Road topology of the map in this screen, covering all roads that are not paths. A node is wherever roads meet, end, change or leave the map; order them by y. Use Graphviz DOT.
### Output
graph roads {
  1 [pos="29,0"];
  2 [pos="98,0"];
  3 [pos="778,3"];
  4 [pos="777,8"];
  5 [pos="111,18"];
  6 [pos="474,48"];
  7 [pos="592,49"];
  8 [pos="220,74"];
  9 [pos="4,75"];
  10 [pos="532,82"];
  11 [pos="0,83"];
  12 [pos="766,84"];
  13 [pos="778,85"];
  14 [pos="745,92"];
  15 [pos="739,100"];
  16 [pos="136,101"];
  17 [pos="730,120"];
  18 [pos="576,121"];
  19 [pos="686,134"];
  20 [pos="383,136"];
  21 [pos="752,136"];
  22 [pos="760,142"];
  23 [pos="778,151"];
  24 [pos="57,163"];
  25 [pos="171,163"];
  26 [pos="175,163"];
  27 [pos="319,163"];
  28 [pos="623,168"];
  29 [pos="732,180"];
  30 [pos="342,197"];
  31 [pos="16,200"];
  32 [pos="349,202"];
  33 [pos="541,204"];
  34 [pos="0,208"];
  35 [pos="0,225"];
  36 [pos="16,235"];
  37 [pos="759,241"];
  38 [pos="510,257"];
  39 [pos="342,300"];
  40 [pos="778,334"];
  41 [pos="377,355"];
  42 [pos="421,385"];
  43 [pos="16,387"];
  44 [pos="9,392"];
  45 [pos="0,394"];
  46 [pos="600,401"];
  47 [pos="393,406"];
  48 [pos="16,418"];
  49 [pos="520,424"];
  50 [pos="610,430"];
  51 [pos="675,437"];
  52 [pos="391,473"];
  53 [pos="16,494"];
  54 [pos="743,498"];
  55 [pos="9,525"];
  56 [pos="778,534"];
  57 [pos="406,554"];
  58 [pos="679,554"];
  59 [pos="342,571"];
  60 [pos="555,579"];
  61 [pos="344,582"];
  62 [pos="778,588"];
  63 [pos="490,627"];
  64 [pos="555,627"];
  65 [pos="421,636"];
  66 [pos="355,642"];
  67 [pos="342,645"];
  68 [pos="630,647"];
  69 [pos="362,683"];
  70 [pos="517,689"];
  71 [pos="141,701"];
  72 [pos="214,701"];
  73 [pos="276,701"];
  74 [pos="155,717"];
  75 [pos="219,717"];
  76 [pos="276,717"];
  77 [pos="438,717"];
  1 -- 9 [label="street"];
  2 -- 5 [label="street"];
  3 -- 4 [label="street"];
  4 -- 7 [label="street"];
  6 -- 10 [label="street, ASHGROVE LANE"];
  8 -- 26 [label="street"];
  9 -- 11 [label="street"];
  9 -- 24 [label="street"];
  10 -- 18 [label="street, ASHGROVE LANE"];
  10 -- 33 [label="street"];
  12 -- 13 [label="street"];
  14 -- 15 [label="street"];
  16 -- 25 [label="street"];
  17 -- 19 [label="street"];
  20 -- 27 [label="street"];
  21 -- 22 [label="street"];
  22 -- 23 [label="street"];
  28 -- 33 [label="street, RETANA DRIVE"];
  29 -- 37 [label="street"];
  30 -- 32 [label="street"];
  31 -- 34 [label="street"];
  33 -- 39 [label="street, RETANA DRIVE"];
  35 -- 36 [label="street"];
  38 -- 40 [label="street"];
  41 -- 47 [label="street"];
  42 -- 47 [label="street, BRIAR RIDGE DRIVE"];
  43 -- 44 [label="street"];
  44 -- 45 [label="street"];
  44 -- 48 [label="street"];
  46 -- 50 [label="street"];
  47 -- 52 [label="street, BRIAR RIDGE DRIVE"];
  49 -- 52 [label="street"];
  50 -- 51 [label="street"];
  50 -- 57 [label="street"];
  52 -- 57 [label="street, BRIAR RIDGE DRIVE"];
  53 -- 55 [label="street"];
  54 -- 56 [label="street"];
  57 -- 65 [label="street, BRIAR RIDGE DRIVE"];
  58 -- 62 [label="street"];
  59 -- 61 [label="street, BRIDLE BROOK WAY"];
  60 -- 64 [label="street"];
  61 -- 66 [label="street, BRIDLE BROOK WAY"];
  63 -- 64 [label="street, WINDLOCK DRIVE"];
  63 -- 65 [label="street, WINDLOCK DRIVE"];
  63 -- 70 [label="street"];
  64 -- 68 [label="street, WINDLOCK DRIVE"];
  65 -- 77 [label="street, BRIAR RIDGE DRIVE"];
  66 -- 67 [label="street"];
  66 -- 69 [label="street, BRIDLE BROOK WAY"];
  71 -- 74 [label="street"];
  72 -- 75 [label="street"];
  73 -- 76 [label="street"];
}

━━━━━━━━━━━━━━━━━━━━

Task
Repeat the whole listing above without any change.

Solution
Road topology of the map in this screen, covering all roads that are not paths. A node is wherever roads meet, end, change or leave the map; order them by y. Use Graphviz DOT.
### Output
graph roads {
  1 [pos="29,0"];
  2 [pos="98,0"];
  3 [pos="778,3"];
  4 [pos="777,8"];
  5 [pos="111,18"];
  6 [pos="474,48"];
  7 [pos="592,49"];
  8 [pos="220,74"];
  9 [pos="4,75"];
  10 [pos="532,82"];
  11 [pos="0,83"];
  12 [pos="766,84"];
  13 [pos="778,85"];
  14 [pos="745,92"];
  15 [pos="739,100"];
  16 [pos="136,101"];
  17 [pos="730,120"];
  18 [pos="576,121"];
  19 [pos="686,134"];
  20 [pos="383,136"];
  21 [pos="752,136"];
  22 [pos="760,142"];
  23 [pos="778,151"];
  24 [pos="57,163"];
  25 [pos="171,163"];
  26 [pos="175,163"];
  27 [pos="319,163"];
  28 [pos="623,168"];
  29 [pos="732,180"];
  30 [pos="342,197"];
  31 [pos="16,200"];
  32 [pos="349,202"];
  33 [pos="541,204"];
  34 [pos="0,208"];
  35 [pos="0,225"];
  36 [pos="16,235"];
  37 [pos="759,241"];
  38 [pos="510,257"];
  39 [pos="342,300"];
  40 [pos="778,334"];
  41 [pos="377,355"];
  42 [pos="421,385"];
  43 [pos="16,387"];
  44 [pos="9,392"];
  45 [pos="0,394"];
  46 [pos="600,401"];
  47 [pos="393,406"];
  48 [pos="16,418"];
  49 [pos="520,424"];
  50 [pos="610,430"];
  51 [pos="675,437"];
  52 [pos="391,473"];
  53 [pos="16,494"];
  54 [pos="743,498"];
  55 [pos="9,525"];
  56 [pos="778,534"];
  57 [pos="406,554"];
  58 [pos="679,554"];
  59 [pos="342,571"];
  60 [pos="555,579"];
  61 [pos="344,582"];
  62 [pos="778,588"];
  63 [pos="490,627"];
  64 [pos="555,627"];
  65 [pos="421,636"];
  66 [pos="355,642"];
  67 [pos="342,645"];
  68 [pos="630,647"];
  69 [pos="362,683"];
  70 [pos="517,689"];
  71 [pos="141,701"];
  72 [pos="214,701"];
  73 [pos="276,701"];
  74 [pos="155,717"];
  75 [pos="219,717"];
  76 [pos="276,717"];
  77 [pos="438,717"];
  1 -- 9 [label="street"];
  2 -- 5 [label="street"];
  3 -- 4 [label="street"];
  4 -- 7 [label="street"];
  6 -- 10 [label="street, ASHGROVE LANE"];
  8 -- 26 [label="street"];
  9 -- 11 [label="street"];
  9 -- 24 [label="street"];
  10 -- 18 [label="street, ASHGROVE LANE"];
  10 -- 33 [label="street"];
  12 -- 13 [label="street"];
  14 -- 15 [label="street"];
  16 -- 25 [label="street"];
  17 -- 19 [label="street"];
  20 -- 27 [label="street"];
  21 -- 22 [label="street"];
  22 -- 23 [label="street"];
  28 -- 33 [label="street, RETANA DRIVE"];
  29 -- 37 [label="street"];
  30 -- 32 [label="street"];
  31 -- 34 [label="street"];
  33 -- 39 [label="street, RETANA DRIVE"];
  35 -- 36 [label="street"];
  38 -- 40 [label="street"];
  41 -- 47 [label="street"];
  42 -- 47 [label="street, BRIAR RIDGE DRIVE"];
  43 -- 44 [label="street"];
  44 -- 45 [label="street"];
  44 -- 48 [label="street"];
  46 -- 50 [label="street"];
  47 -- 52 [label="street, BRIAR RIDGE DRIVE"];
  49 -- 52 [label="street"];
  50 -- 51 [label="street"];
  50 -- 57 [label="street"];
  52 -- 57 [label="street, BRIAR RIDGE DRIVE"];
  53 -- 55 [label="street"];
  54 -- 56 [label="street"];
  57 -- 65 [label="street, BRIAR RIDGE DRIVE"];
  58 -- 62 [label="street"];
  59 -- 61 [label="street, BRIDLE BROOK WAY"];
  60 -- 64 [label="street"];
  61 -- 66 [label="street, BRIDLE BROOK WAY"];
  63 -- 64 [label="street, WINDLOCK DRIVE"];
  63 -- 65 [label="street, WINDLOCK DRIVE"];
  63 -- 70 [label="street"];
  64 -- 68 [label="street, WINDLOCK DRIVE"];
  65 -- 77 [label="street, BRIAR RIDGE DRIVE"];
  66 -- 67 [label="street"];
  66 -- 69 [label="street, BRIDLE BROOK WAY"];
  71 -- 74 [label="street"];
  72 -- 75 [label="street"];
  73 -- 76 [label="street"];
}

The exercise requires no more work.